Bringing Up Your Children to be Good with Money

Most parents want their children to do well at school, to have lots of friends, be good at sport, get a good job, get married and produce lots of grandchildren. There’s many an hour spent looking for after-school activities, piano teachers and shin-pads, but not quite so many spent on developing good financial skills and knowledge. One of the foundations of a happy and successful life is avoiding serious debt problems, so take a look at this website and get some ideas about teaching your children about money. Here are some more ideas for you to get started on now.

Make a pretend shop

Children generally start to count and understand numbers at around two or so. They also love to imitate adults around this age so they’ll have seen you shopping, handing over cash or a card in exchange for goods and they’ll love it. Bringing in a pretend shop, complete with a till, pretend money and the ubiquitous wooden aubergine, is a great way to start them off. You come to their shop with £3.00, buy an aubergine and a bar of chocolate and they give you 50 pence back.

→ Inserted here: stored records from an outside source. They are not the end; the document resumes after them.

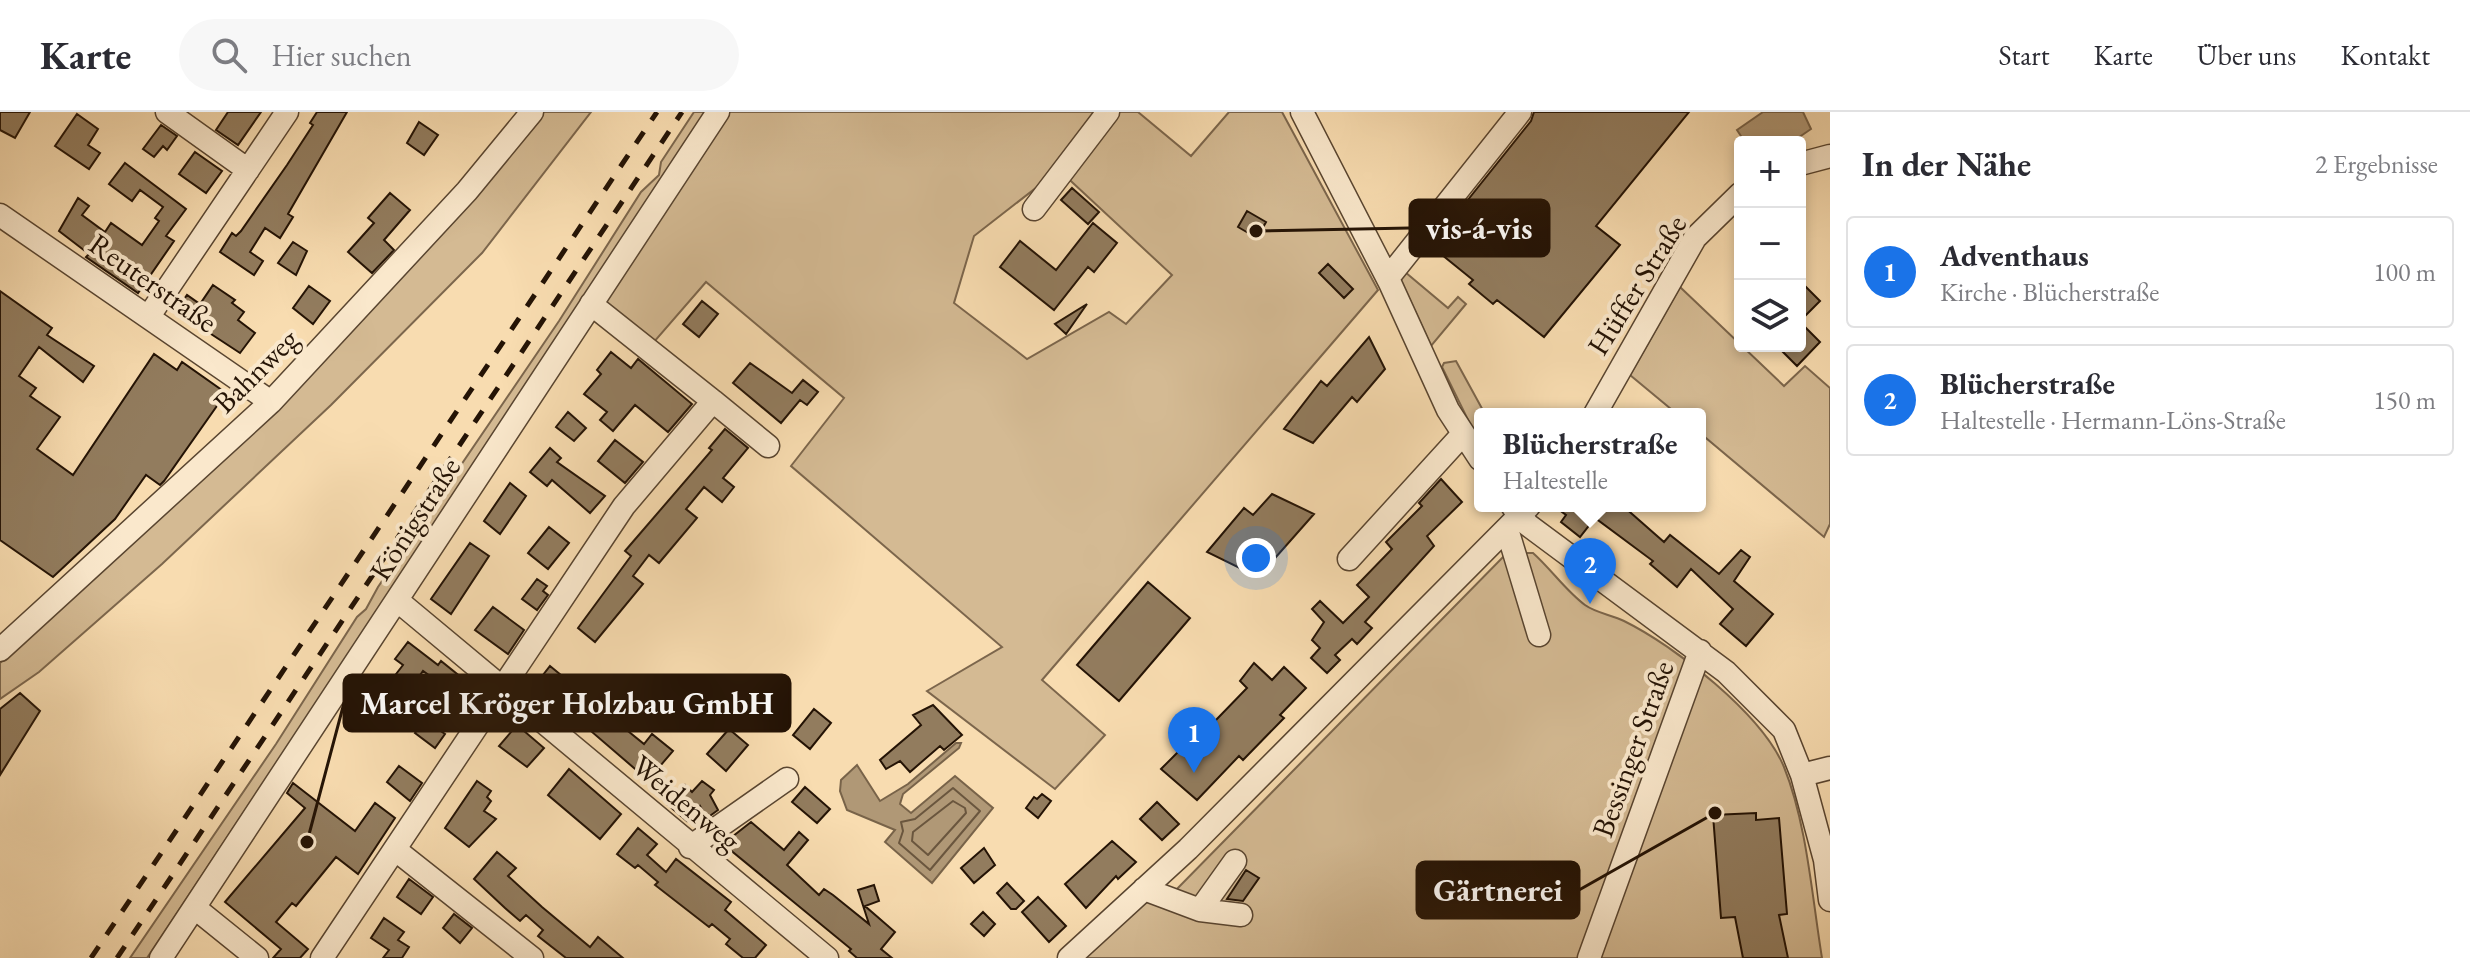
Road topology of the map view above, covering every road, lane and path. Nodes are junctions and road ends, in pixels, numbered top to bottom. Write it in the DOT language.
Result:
graph roads {
  1 [pos="167,112"];
  2 [pos="287,112"];
  3 [pos="532,112"];
  4 [pos="718,112"];
  5 [pos="1108,112"];
  6 [pos="1302,112"];
  7 [pos="1520,112"];
  8 [pos="1830,156"];
  9 [pos="1806,162"];
  10 [pos="248,170"];
  11 [pos="1734,200"];
  12 [pos="1034,209"];
  13 [pos="0,215"];
  14 [pos="1388,278"];
  15 [pos="591,304"];
  16 [pos="149,316"];
  17 [pos="713,401"];
  18 [pos="271,402"];
  19 [pos="1598,408"];
  20 [pos="1463,434"];
  21 [pos="768,446"];
  22 [pos="1474,450"];
  23 [pos="1517,514"];
  24 [pos="1349,559"];
  25 [pos="398,601"];
  26 [pos="1539,635"];
  27 [pos="0,650"];
  28 [pos="1700,651"];
  29 [pos="503,688"];
  30 [pos="1830,768"];
  31 [pos="1802,775"];
  32 [pos="787,779"];
  33 [pos="690,847"];
  34 [pos="397,851"];
  35 [pos="1235,861"];
  36 [pos="1144,889"];
  37 [pos="1830,900"];
  38 [pos="195,908"];
  39 [pos="1200,910"];
  40 [pos="1241,915"];
  41 [pos="161,958"];
  42 [pos="257,958"];
  43 [pos="322,958"];
  44 [pos="532,958"];
  45 [pos="827,958"];
  46 [pos="1069,958"];
  47 [pos="1589,958"];
  1 -- 10 [label="street"];
  2 -- 10 [label="street"];
  3 -- 18 [label="street, Bahnweg"];
  4 -- 15 [label="street, Königstraße"];
  5 -- 12 [label="street"];
  6 -- 14 [label="street"];
  7 -- 14 [label="street"];
  8 -- 9 [label="street"];
  10 -- 16 [label="street"];
  11 -- 19 [label="street, Hüffer Straße"];
  13 -- 16 [label="street, Reuterstraße"];
  14 -- 20 [label="street"];
  15 -- 17 [label="street"];
  15 -- 25 [label="street, Königstraße"];
  16 -- 18 [label="street, Reuterstraße"];
  17 -- 21 [label="street"];
  17 -- 29 [label="street"];
  18 -- 27 [label="street, Bahnweg"];
  20 -- 22 [label="street"];
  20 -- 24 [label="street"];
  23 -- 26 [label="street"];
  23 -- 28 [label="street"];
  23 -- 36 [label="street"];
  25 -- 29 [label="street, Weidenweg"];
  25 -- 38 [label="street, Königstraße"];
  28 -- 31 [label="street"];
  28 -- 47 [label="street, Bessinger Straße"];
  29 -- 33 [label="street, Weidenweg"];
  29 -- 34 [label="street"];
  30 -- 31 [label="street"];
  31 -- 37 [label="street"];
  32 -- 33 [label="street"];
  33 -- 45 [label="street, Weidenweg"];
  34 -- 43 [label="street"];
  34 -- 44 [label="street"];
  35 -- 39 [label="street"];
  36 -- 39 [label="street"];
  36 -- 46 [label="street"];
  38 -- 41 [label="street, Königstraße"];
  38 -- 42 [label="street"];
  39 -- 40 [label="street"];
}
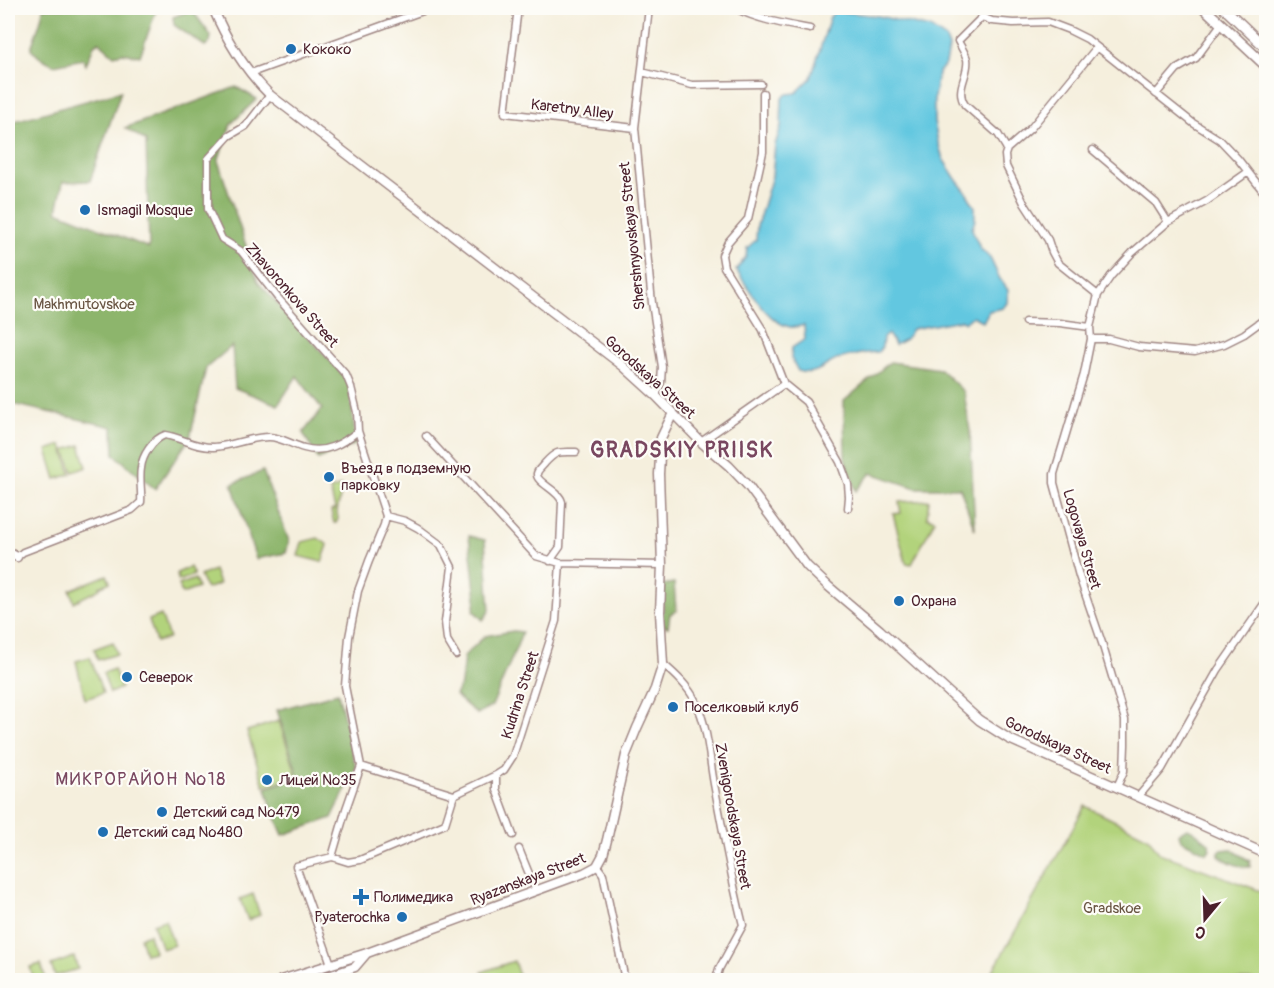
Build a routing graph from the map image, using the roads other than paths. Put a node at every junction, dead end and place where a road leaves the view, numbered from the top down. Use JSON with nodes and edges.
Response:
{"nodes":[{"id":1,"x":213,"y":8,"type":"edge"},
{"id":2,"x":431,"y":8,"type":"edge"},
{"id":3,"x":508,"y":8,"type":"edge"},
{"id":4,"x":518,"y":8,"type":"edge"},
{"id":5,"x":649,"y":8,"type":"edge"},
{"id":6,"x":735,"y":8,"type":"edge"},
{"id":7,"x":1204,"y":8,"type":"edge"},
{"id":8,"x":1224,"y":8,"type":"edge"},
{"id":9,"x":1221,"y":24,"type":"junction"},
{"id":10,"x":810,"y":29,"type":"dead end"},
{"id":11,"x":1097,"y":47,"type":"junction"},
{"id":12,"x":1266,"y":48,"type":"edge"},
{"id":13,"x":1266,"y":66,"type":"edge"},
{"id":14,"x":642,"y":72,"type":"junction"},
{"id":15,"x":251,"y":73,"type":"junction"},
{"id":16,"x":761,"y":84,"type":"dead end"},
{"id":17,"x":763,"y":93,"type":"dead end"},
{"id":18,"x":1156,"y":94,"type":"junction"},
{"id":19,"x":270,"y":95,"type":"junction"},
{"id":20,"x":635,"y":128,"type":"junction"},
{"id":21,"x":1006,"y":149,"type":"junction"},
{"id":22,"x":1093,"y":150,"type":"dead end"},
{"id":23,"x":1248,"y":172,"type":"junction"},
{"id":24,"x":1266,"y":195,"type":"edge"},
{"id":25,"x":1168,"y":222,"type":"junction"},
{"id":26,"x":1098,"y":295,"type":"junction"},
{"id":27,"x":1266,"y":318,"type":"edge"},
{"id":28,"x":1025,"y":322,"type":"dead end"},
{"id":29,"x":1090,"y":327,"type":"junction"},
{"id":30,"x":1091,"y":339,"type":"junction"},
{"id":31,"x":784,"y":384,"type":"junction"},
{"id":32,"x":656,"y":396,"type":"junction"},
{"id":33,"x":673,"y":413,"type":"junction"},
{"id":34,"x":358,"y":431,"type":"junction"},
{"id":35,"x":426,"y":436,"type":"dead end"},
{"id":36,"x":701,"y":442,"type":"junction"},
{"id":37,"x":576,"y":452,"type":"dead end"},
{"id":38,"x":848,"y":508,"type":"dead end"},
{"id":39,"x":386,"y":516,"type":"junction"},
{"id":40,"x":8,"y":552,"type":"edge"},
{"id":41,"x":12,"y":558,"type":"edge"},
{"id":42,"x":550,"y":561,"type":"junction"},
{"id":43,"x":560,"y":563,"type":"junction"},
{"id":44,"x":662,"y":565,"type":"junction"},
{"id":45,"x":1266,"y":601,"type":"edge"},
{"id":46,"x":456,"y":655,"type":"dead end"},
{"id":47,"x":663,"y":664,"type":"junction"},
{"id":48,"x":361,"y":765,"type":"junction"},
{"id":49,"x":496,"y":775,"type":"junction"},
{"id":50,"x":484,"y":781,"type":"junction"},
{"id":51,"x":1117,"y":787,"type":"junction"},
{"id":52,"x":496,"y":789,"type":"junction"},
{"id":53,"x":454,"y":795,"type":"junction"},
{"id":54,"x":1138,"y":796,"type":"junction"},
{"id":55,"x":513,"y":835,"type":"dead end"},
{"id":56,"x":519,"y":849,"type":"dead end"},
{"id":57,"x":1266,"y":854,"type":"edge"},
{"id":58,"x":332,"y":857,"type":"junction"},
{"id":59,"x":597,"y":866,"type":"junction"},
{"id":60,"x":536,"y":891,"type":"junction"},
{"id":61,"x":367,"y":953,"type":"junction"},
{"id":62,"x":331,"y":964,"type":"junction"},
{"id":63,"x":334,"y":974,"type":"junction"},
{"id":64,"x":281,"y":981,"type":"edge"},
{"id":65,"x":317,"y":981,"type":"edge"},
{"id":66,"x":625,"y":981,"type":"edge"},
{"id":67,"x":716,"y":981,"type":"edge"}],
"edges":[{"from":1,"to":15,"type":"street","name":"Gorodskaya Street"},
{"from":2,"to":15,"type":"street"},
{"from":3,"to":4,"type":"street"},
{"from":4,"to":20,"type":"street","name":"Karetny Alley"},
{"from":5,"to":14,"type":"street","name":"Shershnyovskaya Street"},
{"from":6,"to":10,"type":"street"},
{"from":7,"to":9,"type":"main road"},
{"from":8,"to":12,"type":"main road"},
{"from":9,"to":13,"type":"main road"},
{"from":9,"to":18,"type":"street"},
{"from":11,"to":18,"type":"street"},
{"from":11,"to":21,"type":"street"},
{"from":11,"to":21,"type":"street"},
{"from":14,"to":16,"type":"street"},
{"from":14,"to":20,"type":"street","name":"Shershnyovskaya Street"},
{"from":15,"to":19,"type":"street","name":"Gorodskaya Street"},
{"from":17,"to":31,"type":"street"},
{"from":18,"to":23,"type":"street"},
{"from":19,"to":32,"type":"street","name":"Gorodskaya Street"},
{"from":19,"to":34,"type":"street","name":"Zhavoronkova Street"},
{"from":20,"to":32,"type":"street","name":"Shershnyovskaya Street"},
{"from":21,"to":26,"type":"street"},
{"from":22,"to":25,"type":"street"},
{"from":23,"to":24,"type":"street"},
{"from":23,"to":25,"type":"street","name":"Logovaya Street"},
{"from":25,"to":26,"type":"street","name":"Logovaya Street"},
{"from":26,"to":29,"type":"street","name":"Logovaya Street"},
{"from":27,"to":30,"type":"street"},
{"from":28,"to":29,"type":"street"},
{"from":29,"to":30,"type":"street","name":"Logovaya Street"},
{"from":30,"to":51,"type":"street","name":"Logovaya Street"},
{"from":31,"to":36,"type":"street"},
{"from":31,"to":38,"type":"street"},
{"from":32,"to":33,"type":"street","name":"Gorodskaya Street"},
{"from":33,"to":36,"type":"street","name":"Gorodskaya Street"},
{"from":33,"to":44,"type":"street"},
{"from":34,"to":39,"type":"street","name":"Zhavoronkova Street"},
{"from":34,"to":41,"type":"street"},
{"from":35,"to":42,"type":"street"},
{"from":36,"to":51,"type":"street","name":"Gorodskaya Street"},
{"from":37,"to":42,"type":"street"},
{"from":39,"to":46,"type":"street"},
{"from":39,"to":48,"type":"street"},
{"from":40,"to":41,"type":"street"},
{"from":42,"to":43,"type":"street"},
{"from":43,"to":44,"type":"street"},
{"from":43,"to":49,"type":"street","name":"Kudrina Street"},
{"from":44,"to":47,"type":"street"},
{"from":45,"to":54,"type":"street"},
{"from":47,"to":59,"type":"street"},
{"from":47,"to":67,"type":"street","name":"Zvenigorodskaya Street"},
{"from":48,"to":53,"type":"street"},
{"from":48,"to":58,"type":"street"},
{"from":49,"to":50,"type":"street"},
{"from":49,"to":52,"type":"street"},
{"from":50,"to":52,"type":"street"},
{"from":50,"to":53,"type":"street"},
{"from":51,"to":54,"type":"street","name":"Gorodskaya Street"},
{"from":52,"to":55,"type":"street"},
{"from":53,"to":58,"type":"street"},
{"from":54,"to":57,"type":"street","name":"Gorodskaya Street"},
{"from":56,"to":60,"type":"street"},
{"from":58,"to":62,"type":"street"},
{"from":59,"to":60,"type":"street","name":"Ryazanskaya Street"},
{"from":59,"to":66,"type":"street"},
{"from":60,"to":61,"type":"street","name":"Ryazanskaya Street"},
{"from":61,"to":62,"type":"street"},
{"from":61,"to":63,"type":"street"},
{"from":62,"to":63,"type":"street"},
{"from":62,"to":64,"type":"street"},
{"from":63,"to":65,"type":"street"}]}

Then take them shopping for real

When they’re a bit older, they can take some real money to a real shop. Find a friendly shop with indulgent staff and head there once a week or so. Armed with a whole pound, your child can decide what to buy – a bag of sweets costs 45 pence so they get 55 pence back. Do they save that 55 pence or spend it on something else?

Start giving pocket money

Once children are school-age, they can start receiving and looking after pocket-money. It doesn’t have to be a huge amount – a pound or two will do – and it should be given freely, rather than in exchange for chores. It’s important for children this age to learn that housework has its own rewards – not just monetary ones…

Saving and sharing

Learning how to save money is very important and it’s not just about stashing coins in a jar, either. Your children’s “income” should be looked after by them. They should learn how to divide it up into different “pots”, literal pots work best at this age. There’s money for spending, money for saving and money for charity and so you should give your children an amount that’s easily divided into three so each week, they put an equal amount into each pot. This teaches children that their money is a tool – they can treat themselves and help their local animal sanctuary with it.

The first bank account

Having their own bank account will make your child feel like a real grown-up! It’ll also make saving up for a really special toy or book more possible, especially if Christmas and birthday money goes into it as well. It’s now that you need to teach your child how to check their bank balance and also about compound interest.

Start paying for chores

Once they hit seven or eight, your children can start washing the car, folding laundry and cleaning out the guinea pigs. Only pay up once the job is done to your satisfaction. This teaches children that they have to earn their money and take pride in their work.